The Holy Breath

Our Journey Home

Youtube: The Holy Breath

In the Old Testament, when we see the terms Lord, Lord God, or Jehovah, the Hebrew word being translated is Yahweh. When we see the word God, the underlying Hebrew word is Elohim. If we turn to the first two chapters of Genesis, we see that chapter 1 uses Elohim and chapter 2 uses Yahweh.

According to Hebrew scholars, the term Yahweh was originally written without vowels: Yhwh. The reason? So, the holy name of God could not be spoken. This week, I came across a fascinating bit of information that was quoted indirectly from an unnamed Jewish physicist and religious scholar. He said the term Yh-wh was originally indicated as the spelling for the sound of the breath, with Yh being the inhalation and wh being the exhalation. Listen to your own breath, and you can get a feel for what he is saying.

That the breath is universal to all living forms is significant to understanding God as the very present source of our being. The book of Job says,  “Let days speak, and many years teach wisdom. But it is the spirit in a man,  the breath of the Almighty, that makes him understand” (Job 32:7-8). And again, “The spirit of God has made me, and the breath of the Almighty gives me life” (Job 33:4).

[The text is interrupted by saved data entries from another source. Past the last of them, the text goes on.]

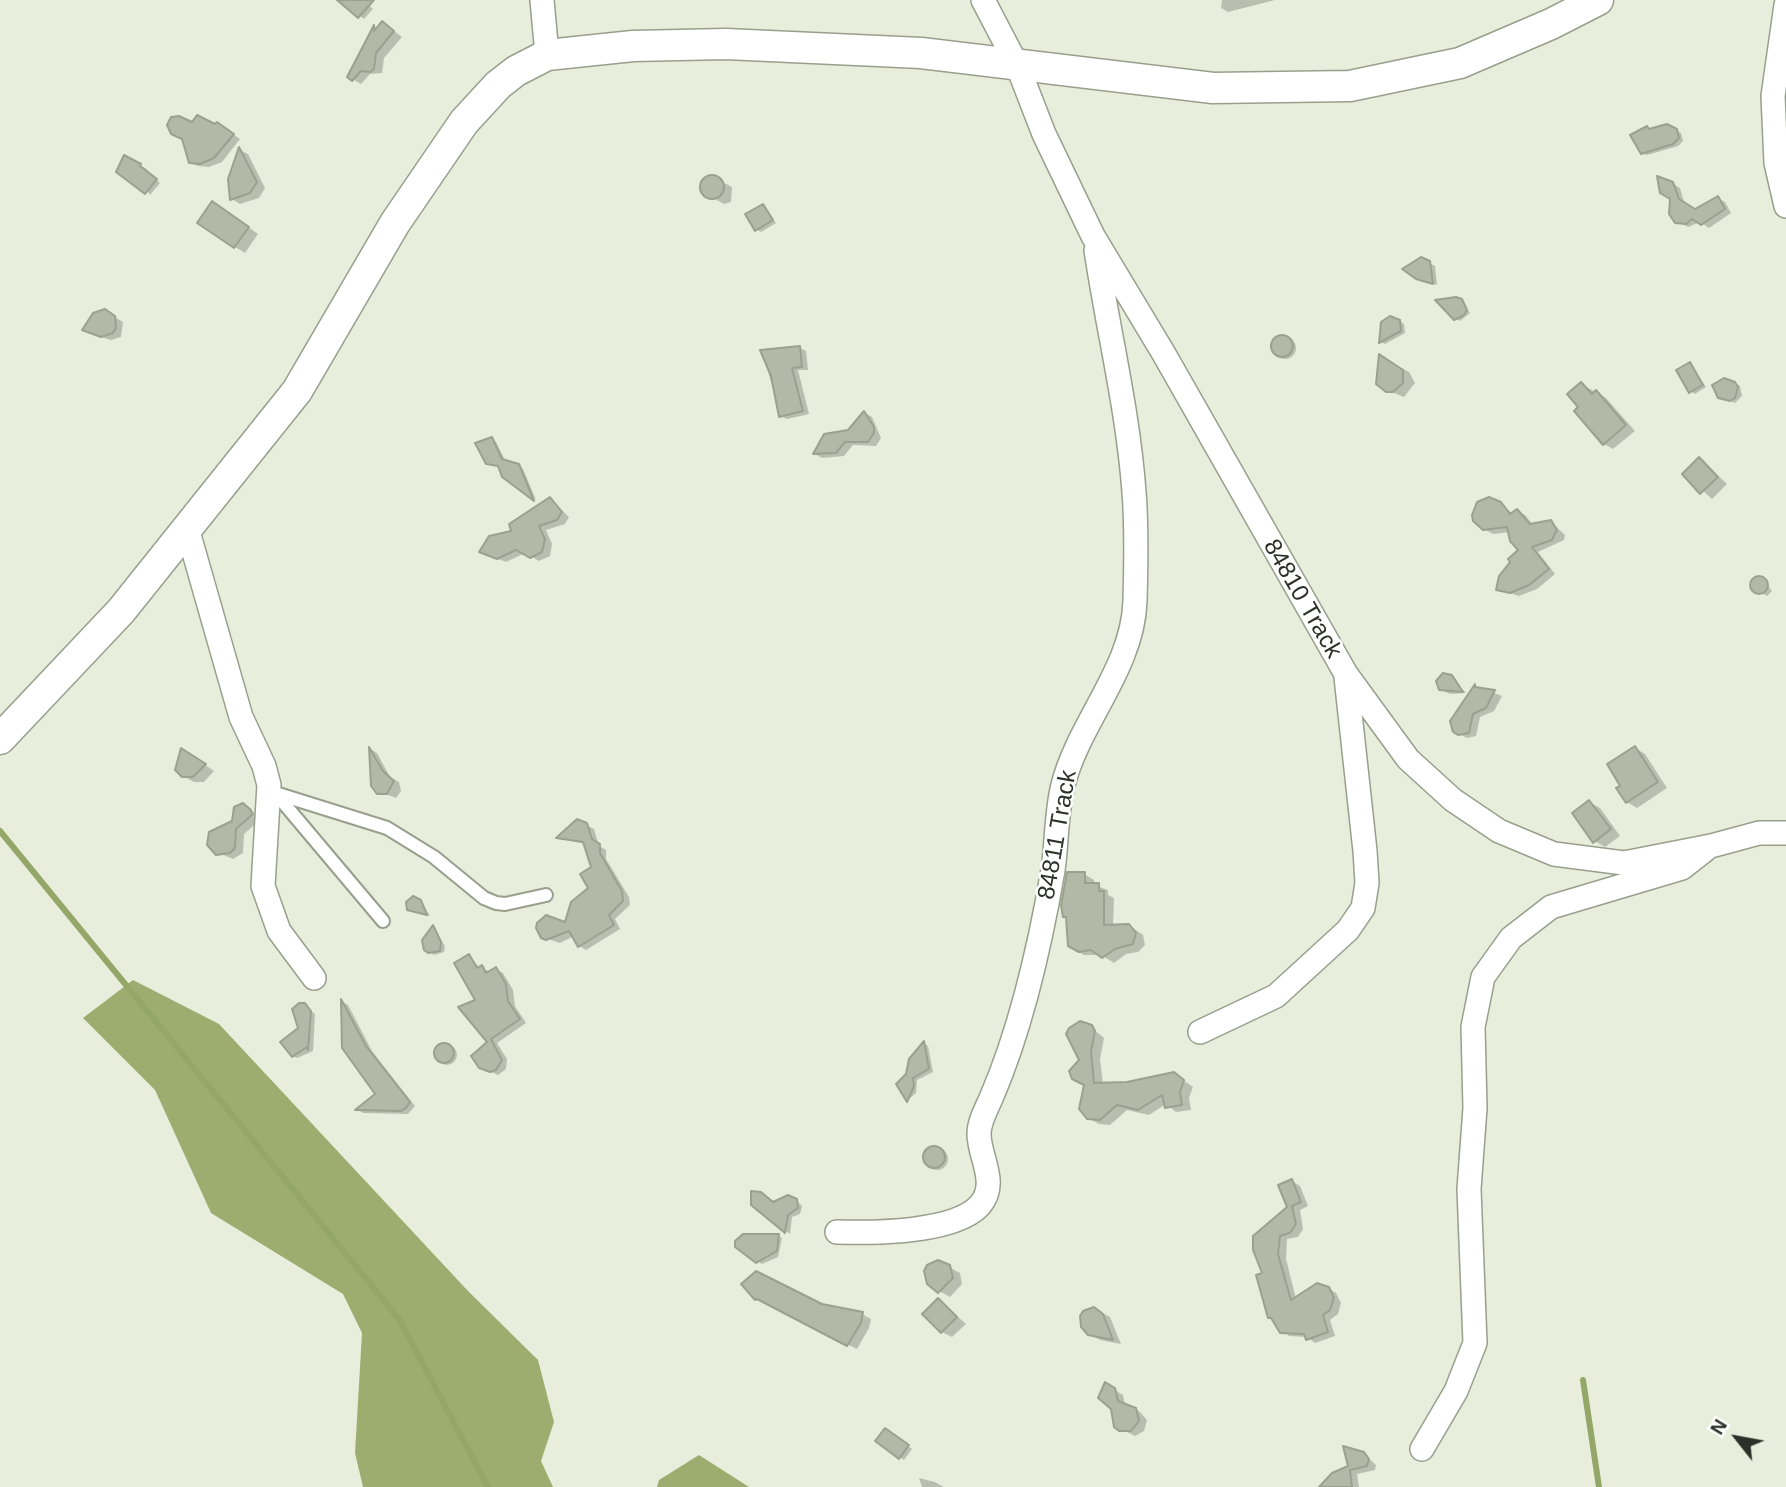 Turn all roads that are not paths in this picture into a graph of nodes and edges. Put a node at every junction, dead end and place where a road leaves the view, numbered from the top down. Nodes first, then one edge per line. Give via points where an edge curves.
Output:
1 (542, 0) edge
2 (983, 0) edge
3 (1598, 0) edge
4 (1786, 5) edge
5 (547, 55) junction
6 (1018, 67) junction
7 (1786, 206) edge
8 (1093, 236) junction
9 (187, 528) junction
10 (1346, 674) junction
11 (0, 740) edge
12 (272, 789) junction
13 (1786, 832) edge
14 (1711, 846) junction
15 (546, 895) dead end
16 (383, 920) dead end
17 (314, 978) dead end
18 (1200, 1032) dead end
19 (838, 1232) dead end
20 (1422, 1449) dead end

1 - 5 street
2 - 6 street, 84810 Track
3 - 6 street via 1460,63 1350,86 1213,88
4 - 7 street via 1773,96 1776,163
5 - 6 street via 633,46 726,44 921,53
5 - 9 street via 498,85 464,122 395,223 297,391
6 - 8 street, 84810 Track
8 - 10 street, 84810 Track
8 - 19 street, 84811 Track via 1135,493 1135,604 1127,645 1063,786 1042,923 1003,1072 979,1130 988,1189 981,1204 965,1217 886,1233
9 - 11 street via 121,611
9 - 12 street via 241,717
10 - 14 street, 84810 Track via 1408,759 1453,800 1499,831 1554,854 1625,863
10 - 18 street via 1365,851 1363,908 1348,930 1276,996
12 - 15 lane via 387,828 496,903
12 - 16 lane
12 - 17 street via 263,886 279,931
13 - 14 street, 84810 Track via 1759,833
14 - 20 street via 1682,868 1551,907 1511,938 1483,977 1474,1027 1469,1189 1475,1343 1456,1391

Humankind has struggled with the notion of God as the Creative Life Force that permeates all things, and that in whom we live and move and have our being, as Paul stated. It is easier to simply personify this spiritual abstraction, making God into something that resembles an ancient ancestor.

The Psalmist, who also understood the omnipresent nature of God, left us with this very inspiring bit of truth:

“God is our refuge and strength,  an ever-present help in trouble. Therefore we will not fear, though the earth give way and the mountains fall into the heart of the sea, though its waters roar and foam and the mountains quake with their surging (Psalms 46:1-3).